I think that there is more than the lung/regulator
depth differential coming into play.
I have performed this experiment.
2 different regulators, exact same conditions, different results.
Here is the observation
Standing on the bottom of a 12 ft pool.
I'm 6'ft tall so the regulator is at about 6 ft.
I look straight forward and take a breath.
I then I tilt my head back look up and take another breath
and compare.
Looking forward I can breath just fine no problems with both regs.
When looking up, with 1 regulator it is VERY hard to breath.
This isn't a slight increase in effort. No, it becomes impossible
to suck a breath.
The other breaths just fine but breaths very wet.
With 1 regulator the amount of effort increases as the angle
looking up increases until it becomes impossible to suck hard
enough to breath. Like trying to take a breath through a
swizzle stick that eventually gets plugged up.

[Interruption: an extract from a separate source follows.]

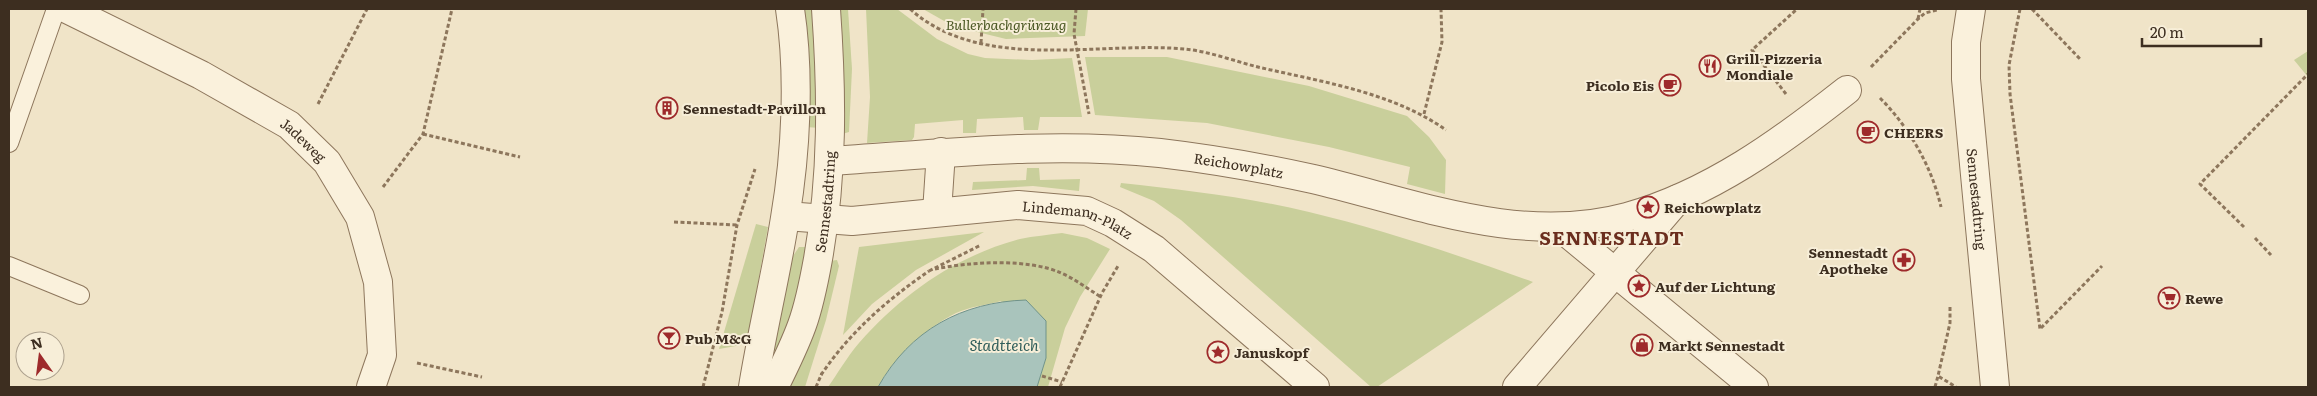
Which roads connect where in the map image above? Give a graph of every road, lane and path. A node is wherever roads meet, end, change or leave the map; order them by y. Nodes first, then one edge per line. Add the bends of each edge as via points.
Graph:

With the other, it simply starts to beath wetter and wetter.
Also, if I tilt my head to the side even slightly, it makes a big
difference on the regulator that gets hard to breath. It
becomes possible to breath while looking up. It still takes
alot more effort but becomes possible to get a breath.
Neither regulator changes in the amount of effort required to
exhale.
In another experiment.
I have also noticed that if I take a VERY quick short high suction
breath (1 second or less),
my lungs will fill with substantially more air when I am in
a head down position vs a head up position.
This I always attributed to my regulator compensating
for a lower depth than my lungs were it. It seemed to make sense.
The regulators are different styles.
The one that gets hard to breath is a Aeris sport.
The one that gets wet is a shadow+ octo inflator.